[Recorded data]

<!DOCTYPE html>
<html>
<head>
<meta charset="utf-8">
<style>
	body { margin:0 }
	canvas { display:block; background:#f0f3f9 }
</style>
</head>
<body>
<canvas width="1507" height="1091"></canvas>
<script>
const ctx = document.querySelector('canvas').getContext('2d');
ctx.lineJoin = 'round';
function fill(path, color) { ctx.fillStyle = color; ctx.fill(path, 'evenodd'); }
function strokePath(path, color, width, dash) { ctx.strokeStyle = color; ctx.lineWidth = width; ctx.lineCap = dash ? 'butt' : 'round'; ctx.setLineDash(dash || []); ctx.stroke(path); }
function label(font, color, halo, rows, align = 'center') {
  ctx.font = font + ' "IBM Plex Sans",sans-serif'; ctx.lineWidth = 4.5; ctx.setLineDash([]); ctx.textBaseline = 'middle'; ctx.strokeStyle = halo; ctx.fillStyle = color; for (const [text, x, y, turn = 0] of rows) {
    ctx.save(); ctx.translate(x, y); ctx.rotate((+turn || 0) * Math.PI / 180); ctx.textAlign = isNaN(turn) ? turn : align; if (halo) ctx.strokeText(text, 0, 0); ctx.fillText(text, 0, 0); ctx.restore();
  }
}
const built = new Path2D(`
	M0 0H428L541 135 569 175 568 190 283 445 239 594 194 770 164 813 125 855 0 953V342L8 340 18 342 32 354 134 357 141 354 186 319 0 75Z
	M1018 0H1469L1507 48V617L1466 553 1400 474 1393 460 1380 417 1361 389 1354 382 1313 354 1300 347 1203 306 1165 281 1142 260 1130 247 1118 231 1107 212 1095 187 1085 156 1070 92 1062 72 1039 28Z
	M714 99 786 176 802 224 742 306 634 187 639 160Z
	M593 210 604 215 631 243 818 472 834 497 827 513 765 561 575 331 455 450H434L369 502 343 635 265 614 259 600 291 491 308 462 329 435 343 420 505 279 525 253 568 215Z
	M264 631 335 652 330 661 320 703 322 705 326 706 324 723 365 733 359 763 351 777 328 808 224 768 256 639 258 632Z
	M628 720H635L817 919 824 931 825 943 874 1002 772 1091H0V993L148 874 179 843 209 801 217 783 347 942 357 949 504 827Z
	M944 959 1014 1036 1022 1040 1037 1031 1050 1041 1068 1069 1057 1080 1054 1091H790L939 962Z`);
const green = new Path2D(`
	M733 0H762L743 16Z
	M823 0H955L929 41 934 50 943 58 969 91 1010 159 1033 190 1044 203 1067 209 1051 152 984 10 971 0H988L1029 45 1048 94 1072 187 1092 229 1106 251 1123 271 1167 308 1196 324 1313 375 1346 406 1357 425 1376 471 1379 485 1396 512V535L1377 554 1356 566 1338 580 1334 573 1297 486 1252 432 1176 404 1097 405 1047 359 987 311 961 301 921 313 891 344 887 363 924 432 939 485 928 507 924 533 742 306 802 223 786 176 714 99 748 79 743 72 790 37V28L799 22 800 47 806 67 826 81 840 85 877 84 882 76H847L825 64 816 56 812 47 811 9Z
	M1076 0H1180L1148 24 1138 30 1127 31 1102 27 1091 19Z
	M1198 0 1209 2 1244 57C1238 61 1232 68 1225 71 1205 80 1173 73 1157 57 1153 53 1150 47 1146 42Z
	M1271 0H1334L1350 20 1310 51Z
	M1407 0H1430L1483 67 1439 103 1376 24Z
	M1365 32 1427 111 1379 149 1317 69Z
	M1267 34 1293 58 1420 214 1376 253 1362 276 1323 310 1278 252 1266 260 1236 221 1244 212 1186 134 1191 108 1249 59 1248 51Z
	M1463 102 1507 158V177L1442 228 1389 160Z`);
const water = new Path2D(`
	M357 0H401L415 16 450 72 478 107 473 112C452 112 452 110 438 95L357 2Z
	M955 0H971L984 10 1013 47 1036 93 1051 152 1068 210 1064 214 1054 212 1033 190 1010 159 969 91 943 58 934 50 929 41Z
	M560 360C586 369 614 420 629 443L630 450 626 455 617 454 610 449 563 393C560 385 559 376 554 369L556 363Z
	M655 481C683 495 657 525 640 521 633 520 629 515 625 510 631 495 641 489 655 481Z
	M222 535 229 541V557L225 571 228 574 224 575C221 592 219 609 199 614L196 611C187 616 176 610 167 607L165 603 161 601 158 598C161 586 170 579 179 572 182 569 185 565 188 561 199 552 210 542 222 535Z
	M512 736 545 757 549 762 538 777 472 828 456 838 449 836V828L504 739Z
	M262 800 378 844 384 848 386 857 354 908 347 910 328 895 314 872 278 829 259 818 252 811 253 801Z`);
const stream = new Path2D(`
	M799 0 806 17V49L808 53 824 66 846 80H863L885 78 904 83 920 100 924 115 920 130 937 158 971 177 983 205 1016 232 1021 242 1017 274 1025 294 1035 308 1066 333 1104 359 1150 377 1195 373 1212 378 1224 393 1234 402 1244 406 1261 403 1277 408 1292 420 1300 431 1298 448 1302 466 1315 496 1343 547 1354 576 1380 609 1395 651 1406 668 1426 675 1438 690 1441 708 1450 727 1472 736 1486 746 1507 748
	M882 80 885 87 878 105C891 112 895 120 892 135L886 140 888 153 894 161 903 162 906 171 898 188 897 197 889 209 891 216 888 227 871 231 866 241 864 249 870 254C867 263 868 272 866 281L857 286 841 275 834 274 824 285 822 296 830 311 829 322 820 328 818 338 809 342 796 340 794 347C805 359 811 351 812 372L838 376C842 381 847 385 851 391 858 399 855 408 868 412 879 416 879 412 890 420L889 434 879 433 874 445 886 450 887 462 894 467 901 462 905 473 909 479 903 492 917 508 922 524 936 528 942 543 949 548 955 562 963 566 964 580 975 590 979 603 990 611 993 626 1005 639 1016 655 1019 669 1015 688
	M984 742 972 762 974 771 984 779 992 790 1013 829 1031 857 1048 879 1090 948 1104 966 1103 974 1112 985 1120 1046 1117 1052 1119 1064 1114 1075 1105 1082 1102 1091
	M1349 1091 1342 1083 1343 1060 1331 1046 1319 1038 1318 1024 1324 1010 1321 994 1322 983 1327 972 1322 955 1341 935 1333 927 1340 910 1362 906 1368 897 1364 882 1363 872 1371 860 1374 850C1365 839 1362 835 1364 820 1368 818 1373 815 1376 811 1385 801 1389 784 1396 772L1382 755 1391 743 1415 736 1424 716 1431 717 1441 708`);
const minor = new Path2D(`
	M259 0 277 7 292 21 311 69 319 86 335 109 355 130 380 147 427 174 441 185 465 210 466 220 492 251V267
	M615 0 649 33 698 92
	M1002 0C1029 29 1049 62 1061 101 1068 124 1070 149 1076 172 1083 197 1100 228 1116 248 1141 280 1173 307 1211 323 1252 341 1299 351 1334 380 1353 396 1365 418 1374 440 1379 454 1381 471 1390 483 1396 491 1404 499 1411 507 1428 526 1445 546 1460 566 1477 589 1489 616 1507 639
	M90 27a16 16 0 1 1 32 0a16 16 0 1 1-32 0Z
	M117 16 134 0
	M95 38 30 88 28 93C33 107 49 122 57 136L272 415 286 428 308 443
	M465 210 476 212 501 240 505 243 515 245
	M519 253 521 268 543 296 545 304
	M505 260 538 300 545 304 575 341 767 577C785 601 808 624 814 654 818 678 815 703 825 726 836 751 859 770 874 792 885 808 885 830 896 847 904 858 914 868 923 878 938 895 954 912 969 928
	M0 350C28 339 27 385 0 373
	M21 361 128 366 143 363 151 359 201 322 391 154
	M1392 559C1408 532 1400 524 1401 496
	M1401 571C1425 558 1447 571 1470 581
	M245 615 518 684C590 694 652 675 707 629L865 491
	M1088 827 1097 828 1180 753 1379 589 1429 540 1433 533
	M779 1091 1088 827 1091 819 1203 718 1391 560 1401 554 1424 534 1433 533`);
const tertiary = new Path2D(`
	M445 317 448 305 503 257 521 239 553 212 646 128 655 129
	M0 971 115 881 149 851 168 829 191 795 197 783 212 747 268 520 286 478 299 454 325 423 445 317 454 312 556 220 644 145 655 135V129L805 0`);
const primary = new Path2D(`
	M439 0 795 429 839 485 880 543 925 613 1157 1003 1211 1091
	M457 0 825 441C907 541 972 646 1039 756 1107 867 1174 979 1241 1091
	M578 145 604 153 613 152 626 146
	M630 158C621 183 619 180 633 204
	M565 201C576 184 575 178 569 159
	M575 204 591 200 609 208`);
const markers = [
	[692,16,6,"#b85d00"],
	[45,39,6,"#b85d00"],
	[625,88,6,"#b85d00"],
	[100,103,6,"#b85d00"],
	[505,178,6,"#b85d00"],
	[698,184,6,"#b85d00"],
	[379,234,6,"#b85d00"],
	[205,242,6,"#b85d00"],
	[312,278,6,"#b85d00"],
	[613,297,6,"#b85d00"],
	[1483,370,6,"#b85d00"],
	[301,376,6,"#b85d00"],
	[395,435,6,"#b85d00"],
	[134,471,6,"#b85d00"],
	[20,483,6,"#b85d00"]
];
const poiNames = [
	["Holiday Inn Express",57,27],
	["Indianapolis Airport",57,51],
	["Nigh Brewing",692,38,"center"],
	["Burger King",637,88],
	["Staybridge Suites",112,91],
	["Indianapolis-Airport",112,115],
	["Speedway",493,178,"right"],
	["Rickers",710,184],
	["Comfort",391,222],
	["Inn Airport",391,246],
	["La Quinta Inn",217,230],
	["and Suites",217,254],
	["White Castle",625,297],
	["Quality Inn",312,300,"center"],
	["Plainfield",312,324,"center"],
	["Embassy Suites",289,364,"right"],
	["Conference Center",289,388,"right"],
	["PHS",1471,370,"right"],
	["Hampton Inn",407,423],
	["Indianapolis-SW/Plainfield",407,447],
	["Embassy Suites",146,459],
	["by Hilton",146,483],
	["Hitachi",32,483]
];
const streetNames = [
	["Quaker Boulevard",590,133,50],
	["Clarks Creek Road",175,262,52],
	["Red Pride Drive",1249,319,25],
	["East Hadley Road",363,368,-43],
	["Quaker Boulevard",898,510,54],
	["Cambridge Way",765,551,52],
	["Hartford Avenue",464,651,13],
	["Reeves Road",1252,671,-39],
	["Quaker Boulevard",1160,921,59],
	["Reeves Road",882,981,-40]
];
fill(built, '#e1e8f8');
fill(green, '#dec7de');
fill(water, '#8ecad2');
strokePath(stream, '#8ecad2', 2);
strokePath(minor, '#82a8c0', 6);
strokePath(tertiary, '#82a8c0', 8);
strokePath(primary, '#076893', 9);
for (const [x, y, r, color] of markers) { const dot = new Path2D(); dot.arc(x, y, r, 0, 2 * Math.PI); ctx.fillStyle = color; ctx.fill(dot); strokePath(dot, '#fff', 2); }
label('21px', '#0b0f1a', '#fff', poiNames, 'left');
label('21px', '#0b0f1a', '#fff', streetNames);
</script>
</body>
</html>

About this task: Write out each line above containing "halo".

Output of the exercise:
function label(font, color, halo, rows, align = 'center') {
  ctx.font = font + ' "IBM Plex Sans",sans-serif'; ctx.lineWidth = 4.5; ctx.setLineDash([]); ctx.textBaseline = 'middle'; ctx.strokeStyle = halo; ctx.fillStyle = color; for (const [text, x, y, turn = 0] of rows) {
    ctx.save(); ctx.translate(x, y); ctx.rotate((+turn || 0) * Math.PI / 180); ctx.textAlign = isNaN(turn) ? turn : align; if (halo) ctx.strokeText(text, 0, 0); ctx.fillText(text, 0, 0); ctx.restore();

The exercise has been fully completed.